So Dennis, why are you so certain that certainty can't be trusted?
Ah! You caught me. Good for you. It's true that the politicians are giving certainty a bad name while scrambling for votes. For sure, being certain is why the braggarts are in charge. On the other side of this issue, uncertainty could leave a person weak, indecisive, unable to commit to action, pusillanimous. (The word of the day.)
We won't vote for pusillanimous.
Somewhere between certainty and uncertainty, there must be a happy compromise, maybe humble confidence. As it happens, I am not the first person to put those words together. Check out the link in the footnotes.

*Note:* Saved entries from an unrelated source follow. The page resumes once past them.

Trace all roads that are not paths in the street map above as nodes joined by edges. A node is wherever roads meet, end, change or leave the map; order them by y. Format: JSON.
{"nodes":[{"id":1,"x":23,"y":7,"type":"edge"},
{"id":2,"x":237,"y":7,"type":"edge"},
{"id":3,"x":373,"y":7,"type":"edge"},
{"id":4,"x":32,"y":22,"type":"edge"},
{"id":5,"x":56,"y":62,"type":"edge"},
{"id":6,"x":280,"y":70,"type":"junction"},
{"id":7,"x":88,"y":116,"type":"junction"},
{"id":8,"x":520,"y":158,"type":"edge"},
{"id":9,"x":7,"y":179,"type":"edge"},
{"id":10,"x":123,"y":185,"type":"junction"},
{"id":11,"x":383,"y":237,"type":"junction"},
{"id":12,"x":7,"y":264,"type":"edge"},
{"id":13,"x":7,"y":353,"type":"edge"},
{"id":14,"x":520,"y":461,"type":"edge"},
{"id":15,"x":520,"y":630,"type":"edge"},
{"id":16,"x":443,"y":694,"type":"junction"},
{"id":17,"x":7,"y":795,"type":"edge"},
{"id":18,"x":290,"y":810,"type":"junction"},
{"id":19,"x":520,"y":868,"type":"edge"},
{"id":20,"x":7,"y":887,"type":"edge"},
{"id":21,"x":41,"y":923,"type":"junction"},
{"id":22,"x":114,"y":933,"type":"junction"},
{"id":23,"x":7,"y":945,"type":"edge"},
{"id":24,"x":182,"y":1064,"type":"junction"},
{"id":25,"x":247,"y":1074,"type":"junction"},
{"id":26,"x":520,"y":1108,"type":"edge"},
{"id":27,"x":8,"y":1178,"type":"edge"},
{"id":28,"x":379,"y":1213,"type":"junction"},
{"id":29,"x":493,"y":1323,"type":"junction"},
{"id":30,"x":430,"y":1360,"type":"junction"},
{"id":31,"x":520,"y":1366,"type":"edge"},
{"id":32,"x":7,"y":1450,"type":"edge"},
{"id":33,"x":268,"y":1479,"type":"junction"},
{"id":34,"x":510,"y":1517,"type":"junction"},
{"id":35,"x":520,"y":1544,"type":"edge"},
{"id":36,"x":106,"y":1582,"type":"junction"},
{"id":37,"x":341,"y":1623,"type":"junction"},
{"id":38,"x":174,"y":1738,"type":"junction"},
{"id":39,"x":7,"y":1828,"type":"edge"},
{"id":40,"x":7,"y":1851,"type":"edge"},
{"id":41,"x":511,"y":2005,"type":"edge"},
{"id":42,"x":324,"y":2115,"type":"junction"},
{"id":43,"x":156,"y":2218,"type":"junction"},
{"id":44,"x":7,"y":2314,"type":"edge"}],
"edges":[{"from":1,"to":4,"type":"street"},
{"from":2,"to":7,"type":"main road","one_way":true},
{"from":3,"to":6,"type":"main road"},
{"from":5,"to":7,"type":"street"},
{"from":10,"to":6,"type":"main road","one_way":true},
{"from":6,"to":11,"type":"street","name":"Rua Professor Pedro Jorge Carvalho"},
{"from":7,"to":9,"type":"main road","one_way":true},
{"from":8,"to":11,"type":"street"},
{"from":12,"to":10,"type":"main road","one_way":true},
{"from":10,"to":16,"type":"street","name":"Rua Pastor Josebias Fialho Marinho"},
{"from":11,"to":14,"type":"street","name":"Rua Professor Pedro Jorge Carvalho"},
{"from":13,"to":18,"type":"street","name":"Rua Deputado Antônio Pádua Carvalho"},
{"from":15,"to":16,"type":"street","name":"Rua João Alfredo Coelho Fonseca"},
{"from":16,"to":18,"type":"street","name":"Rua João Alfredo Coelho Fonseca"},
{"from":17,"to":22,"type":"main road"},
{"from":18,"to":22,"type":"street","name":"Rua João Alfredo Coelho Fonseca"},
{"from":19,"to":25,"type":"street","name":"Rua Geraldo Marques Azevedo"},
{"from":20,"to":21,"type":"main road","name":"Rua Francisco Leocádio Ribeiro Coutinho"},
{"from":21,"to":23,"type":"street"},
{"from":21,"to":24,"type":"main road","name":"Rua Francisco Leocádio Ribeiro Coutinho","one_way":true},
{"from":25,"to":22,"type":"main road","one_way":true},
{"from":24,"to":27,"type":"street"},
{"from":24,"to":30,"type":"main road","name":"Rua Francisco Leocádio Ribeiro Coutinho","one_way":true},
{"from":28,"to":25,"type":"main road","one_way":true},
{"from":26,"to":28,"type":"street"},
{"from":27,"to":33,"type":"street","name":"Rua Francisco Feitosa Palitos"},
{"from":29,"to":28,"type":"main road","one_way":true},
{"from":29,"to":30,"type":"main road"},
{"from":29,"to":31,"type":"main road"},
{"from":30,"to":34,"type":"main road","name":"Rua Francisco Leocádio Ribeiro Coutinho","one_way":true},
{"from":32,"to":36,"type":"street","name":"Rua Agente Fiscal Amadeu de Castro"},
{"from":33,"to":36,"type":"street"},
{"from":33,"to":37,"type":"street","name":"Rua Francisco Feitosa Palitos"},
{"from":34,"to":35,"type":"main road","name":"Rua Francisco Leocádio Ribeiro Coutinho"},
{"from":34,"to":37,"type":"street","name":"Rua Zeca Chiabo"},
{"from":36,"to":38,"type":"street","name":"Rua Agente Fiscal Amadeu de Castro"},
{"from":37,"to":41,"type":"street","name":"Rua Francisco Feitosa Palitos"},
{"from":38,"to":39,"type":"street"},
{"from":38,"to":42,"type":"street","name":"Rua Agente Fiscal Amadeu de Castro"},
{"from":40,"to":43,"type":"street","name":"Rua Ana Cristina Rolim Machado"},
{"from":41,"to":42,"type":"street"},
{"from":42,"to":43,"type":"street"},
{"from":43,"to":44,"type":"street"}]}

You won't hear much about humble confidence in the election campaign. If it's there, it's silent while trash talk and insults vie for attention. You can't trust that stuff.
Let's think more deeply about trust. Trust in what: science, statistics, ideas, beliefs, creed, justice, luck, fate, fantasy, fairness, loyalty, retribution, conscience, compassion, the experts, God, whatever?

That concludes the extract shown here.